By now, you've probably heard about AG Ken Cuccinelli's reprehensible letter to Virginia's colleges and universities, in which he declared that they cannot prohibit discrimination based on sexual orientation. You may have also heard about the less publicized (but just as nonsensical) decision by Gov. McDonnell last month to strip gay and lesbian state workers of anti-discrimination protections afforded by the two previous governors.

What you may not have heard about is Sen. Robert Hurt's stance on what is rapidly becoming an embarrassment for the whole Commonwealth. From the Washington Post, linked above:

Some lawmakers called Cuccinelli's stand consistent with legal opinions offered by past attorneys general, who have advised local governments that they do not have the legal right to add sexual orientation to their policies without authorization from the General Assembly.

"It seems to me that he was trying to get out his legal opinion," said Sen. Robert Hurt (R-Pittsylvania). "It doesn't seem like a clarion call to discriminate against anyone."

There you have it, folks. In a desperate attempt to co-opt the wingnuts and strengthen his Tea Party cred, Sen. Hurt has planted his feet firmly on the wrong side of history.

You know what's really disappointing about this? I grew up in this area and Robert Hurt has represented it in various ways for almost a decade. I've never agreed with him about much of anything, but I've always kind of liked the guy. He never seemed like the culture warrior type; he always came off as a fairly bright, rational individual. The fact that he appeared sane was what made him such a strong candidate. But recently, he's allowing himself to drift closer and closer to the shores of Loony Land. If he's not careful, he'll crash on the rocks.

Tuesday, March 9, 2010

Remote Area Medical in Buena Vista

As we close in on (what appears to be) the endgame of the health care epic, here's a reminder of why it's so important to take action. From WDBJ7:

About 15 percent of Virginians do not have health insurance, making healthcare out of reach.

That's why forty medical pros from the Remote Area Medical Volunteer Corps, worked through the weekend, giving their time for those hurting most.

It all happened at Southern Virginia University in Buena Vista Saturday and Sunday.

Dr. Nancy Weiss, a doctor said, "There's no national health insurance, there are people around here who work, but cant' afford health insurance, and we need to help them out."

Optometrists fitted glasses.

Dentists pulled and filled teeth.

From mammograms, to blood work, to annual physicals, it was all free.

Sheila Pooley, "I would have had to have gone without until we could have gotten the money to do it."

Students at the university are to credit for pulling it all together.

Jacque Loving is one of the SVU student organizers.

"We've actually had a lot of people come from North Carolina and West Virginia come over."

Hmm. People traveling long distances and crossing borders to get better health care. I thought that only happened in Canada? *snark*

The organizers said they had 421 people show up for the event. Think about that for a minute. One weekend, in one little pocket of the richest nation in the world, 421 people came to get free health care because they couldn't otherwise afford it--either because of unemployment, underemployment or lack of good insurance. The fact that we're letting this happen (and have been letting it happen for decades) is disgraceful, outrageous and morally unconscionable.

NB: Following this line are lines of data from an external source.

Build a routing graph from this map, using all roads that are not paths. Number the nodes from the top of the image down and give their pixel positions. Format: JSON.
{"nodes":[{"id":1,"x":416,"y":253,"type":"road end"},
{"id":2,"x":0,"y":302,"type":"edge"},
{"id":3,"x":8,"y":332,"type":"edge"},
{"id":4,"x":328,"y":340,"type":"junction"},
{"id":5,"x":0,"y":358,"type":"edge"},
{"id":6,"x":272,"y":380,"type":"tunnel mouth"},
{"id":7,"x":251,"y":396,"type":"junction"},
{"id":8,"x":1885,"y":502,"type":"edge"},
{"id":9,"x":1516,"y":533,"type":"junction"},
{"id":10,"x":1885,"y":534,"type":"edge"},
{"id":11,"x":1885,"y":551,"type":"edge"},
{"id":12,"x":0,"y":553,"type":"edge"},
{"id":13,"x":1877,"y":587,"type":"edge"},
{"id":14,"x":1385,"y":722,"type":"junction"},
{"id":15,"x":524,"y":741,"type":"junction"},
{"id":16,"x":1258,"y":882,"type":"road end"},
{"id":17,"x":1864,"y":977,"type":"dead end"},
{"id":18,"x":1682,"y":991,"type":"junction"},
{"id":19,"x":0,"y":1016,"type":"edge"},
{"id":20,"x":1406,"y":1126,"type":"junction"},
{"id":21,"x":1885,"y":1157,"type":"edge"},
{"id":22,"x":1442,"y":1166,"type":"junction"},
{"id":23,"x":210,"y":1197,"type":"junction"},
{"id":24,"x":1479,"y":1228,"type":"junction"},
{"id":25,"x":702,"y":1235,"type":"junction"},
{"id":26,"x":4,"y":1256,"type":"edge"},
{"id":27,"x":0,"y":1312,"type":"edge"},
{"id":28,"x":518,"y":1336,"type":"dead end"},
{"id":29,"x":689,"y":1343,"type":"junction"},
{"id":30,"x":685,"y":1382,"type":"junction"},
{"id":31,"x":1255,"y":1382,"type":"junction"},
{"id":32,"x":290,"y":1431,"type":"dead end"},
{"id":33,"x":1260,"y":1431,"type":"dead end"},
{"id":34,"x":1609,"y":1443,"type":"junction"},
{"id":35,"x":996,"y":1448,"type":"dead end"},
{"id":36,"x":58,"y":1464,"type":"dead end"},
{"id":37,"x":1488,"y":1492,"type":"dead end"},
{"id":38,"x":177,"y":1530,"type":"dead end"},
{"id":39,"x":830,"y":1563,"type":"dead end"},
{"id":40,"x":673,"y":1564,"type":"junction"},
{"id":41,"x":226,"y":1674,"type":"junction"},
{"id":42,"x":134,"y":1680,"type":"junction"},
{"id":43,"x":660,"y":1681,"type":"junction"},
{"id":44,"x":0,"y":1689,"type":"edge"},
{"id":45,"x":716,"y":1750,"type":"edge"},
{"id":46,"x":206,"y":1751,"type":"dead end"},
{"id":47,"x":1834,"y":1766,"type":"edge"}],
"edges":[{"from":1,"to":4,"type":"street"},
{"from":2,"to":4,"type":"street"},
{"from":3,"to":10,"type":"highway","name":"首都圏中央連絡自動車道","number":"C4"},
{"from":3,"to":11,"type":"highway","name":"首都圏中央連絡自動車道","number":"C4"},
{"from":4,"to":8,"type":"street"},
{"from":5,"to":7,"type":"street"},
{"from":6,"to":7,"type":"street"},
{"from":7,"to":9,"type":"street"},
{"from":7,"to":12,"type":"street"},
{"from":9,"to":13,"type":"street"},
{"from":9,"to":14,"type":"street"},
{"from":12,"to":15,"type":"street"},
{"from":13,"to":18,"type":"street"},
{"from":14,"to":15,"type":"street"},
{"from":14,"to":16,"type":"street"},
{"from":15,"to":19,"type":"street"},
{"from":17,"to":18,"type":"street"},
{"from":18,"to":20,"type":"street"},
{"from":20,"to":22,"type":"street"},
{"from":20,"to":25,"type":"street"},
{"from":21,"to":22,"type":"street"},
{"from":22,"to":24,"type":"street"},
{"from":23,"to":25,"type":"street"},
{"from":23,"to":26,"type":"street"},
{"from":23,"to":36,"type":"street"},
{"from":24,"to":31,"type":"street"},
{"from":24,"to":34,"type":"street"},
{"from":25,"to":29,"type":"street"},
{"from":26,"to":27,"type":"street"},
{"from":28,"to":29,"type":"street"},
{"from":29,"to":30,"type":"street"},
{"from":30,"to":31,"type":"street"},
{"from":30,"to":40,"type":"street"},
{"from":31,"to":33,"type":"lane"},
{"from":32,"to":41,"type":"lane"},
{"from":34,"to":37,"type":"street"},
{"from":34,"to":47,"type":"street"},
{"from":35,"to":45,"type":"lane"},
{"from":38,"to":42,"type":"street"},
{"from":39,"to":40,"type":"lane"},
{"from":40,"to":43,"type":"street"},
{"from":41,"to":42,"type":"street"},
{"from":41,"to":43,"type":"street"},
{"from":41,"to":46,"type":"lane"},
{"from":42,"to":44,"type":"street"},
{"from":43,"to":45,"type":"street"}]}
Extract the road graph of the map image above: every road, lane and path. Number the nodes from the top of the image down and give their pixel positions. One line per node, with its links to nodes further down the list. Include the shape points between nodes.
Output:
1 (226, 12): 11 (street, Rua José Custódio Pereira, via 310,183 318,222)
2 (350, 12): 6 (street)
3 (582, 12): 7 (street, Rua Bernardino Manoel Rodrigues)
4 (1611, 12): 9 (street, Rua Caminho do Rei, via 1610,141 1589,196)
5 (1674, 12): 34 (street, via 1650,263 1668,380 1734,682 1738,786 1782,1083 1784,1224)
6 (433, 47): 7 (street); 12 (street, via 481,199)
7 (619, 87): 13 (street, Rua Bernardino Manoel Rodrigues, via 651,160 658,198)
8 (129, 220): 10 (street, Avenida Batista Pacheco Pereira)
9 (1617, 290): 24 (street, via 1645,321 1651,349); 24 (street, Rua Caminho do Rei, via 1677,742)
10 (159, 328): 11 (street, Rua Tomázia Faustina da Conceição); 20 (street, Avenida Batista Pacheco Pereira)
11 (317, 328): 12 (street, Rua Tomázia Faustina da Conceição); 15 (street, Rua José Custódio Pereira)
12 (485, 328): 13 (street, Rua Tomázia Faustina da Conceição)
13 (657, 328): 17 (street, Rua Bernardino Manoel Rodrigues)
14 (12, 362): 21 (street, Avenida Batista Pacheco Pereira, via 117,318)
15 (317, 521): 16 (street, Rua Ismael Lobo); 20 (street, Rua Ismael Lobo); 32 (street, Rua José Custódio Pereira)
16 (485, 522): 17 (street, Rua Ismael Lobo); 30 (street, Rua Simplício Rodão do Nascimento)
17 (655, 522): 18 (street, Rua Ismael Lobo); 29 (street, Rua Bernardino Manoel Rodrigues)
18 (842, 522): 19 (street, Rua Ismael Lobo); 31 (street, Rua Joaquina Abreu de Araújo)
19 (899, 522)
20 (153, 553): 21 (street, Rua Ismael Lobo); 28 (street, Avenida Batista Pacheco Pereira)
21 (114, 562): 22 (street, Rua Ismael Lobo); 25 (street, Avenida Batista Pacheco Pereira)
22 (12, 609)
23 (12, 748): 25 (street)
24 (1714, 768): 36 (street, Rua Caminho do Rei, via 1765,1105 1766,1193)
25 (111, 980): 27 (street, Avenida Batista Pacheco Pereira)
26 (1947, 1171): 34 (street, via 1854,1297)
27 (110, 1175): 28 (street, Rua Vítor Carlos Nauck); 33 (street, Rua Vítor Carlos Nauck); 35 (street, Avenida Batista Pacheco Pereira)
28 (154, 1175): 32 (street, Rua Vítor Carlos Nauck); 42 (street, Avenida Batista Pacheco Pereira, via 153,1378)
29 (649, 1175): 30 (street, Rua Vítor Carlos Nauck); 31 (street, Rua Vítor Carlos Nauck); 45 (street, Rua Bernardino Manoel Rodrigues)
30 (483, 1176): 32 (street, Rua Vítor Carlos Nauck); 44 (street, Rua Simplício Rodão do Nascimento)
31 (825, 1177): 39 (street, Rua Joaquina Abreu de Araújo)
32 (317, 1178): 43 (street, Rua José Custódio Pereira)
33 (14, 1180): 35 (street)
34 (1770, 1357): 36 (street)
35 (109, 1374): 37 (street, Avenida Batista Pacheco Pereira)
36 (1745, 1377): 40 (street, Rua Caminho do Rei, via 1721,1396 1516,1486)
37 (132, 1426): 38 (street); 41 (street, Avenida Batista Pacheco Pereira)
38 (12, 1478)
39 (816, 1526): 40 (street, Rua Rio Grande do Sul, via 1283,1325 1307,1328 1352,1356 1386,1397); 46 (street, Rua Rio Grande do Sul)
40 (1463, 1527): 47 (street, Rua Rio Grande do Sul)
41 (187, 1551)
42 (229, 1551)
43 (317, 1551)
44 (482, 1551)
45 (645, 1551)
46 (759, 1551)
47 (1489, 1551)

This story reminded me of a 60 Minutes special about Remote Area Medical. They were started as a way of addressing poverty and health issues in third-world countries, but have found that they're spending quite a lot of time in the United States. Here's the video:

And part 2:

Next time someone tells you we have the "best health care system in the world," show them this film. And then ask them why things like Remote Area Medical are so necessary in the richest nation in the world.

Monday, March 8, 2010

Music Monday: "13" by Big Star

Music Monday today is a blast from the past--here's a 1972 tune by Big Star, called "13."

These guys have enjoyed a quiet resurgence in recent years, particularly in the indie music community. First a cover version of their song "In The Street" was used for the That 70s Show theme; Then Elliott Smith covered "13" on New Moon, his posthumous final release. And if you look around a bit, you'll start finding more and more indie rockers listing Big Star as an influence--Superdrag comes to mind, and if you paid close attention in the Music Monday where I featured Beulah, you may have noticed the lead singer wearing a Big Star t-shirt.

Armstrong 2013?

Here's an interesting clip from Anita Kumar's Washington Post blog Friday:

House Minority Leader Ward Armstrong (D) is considering running for statewide office -- perhaps governor or lieutenant governor -- in 2013, Democratic sources tell us.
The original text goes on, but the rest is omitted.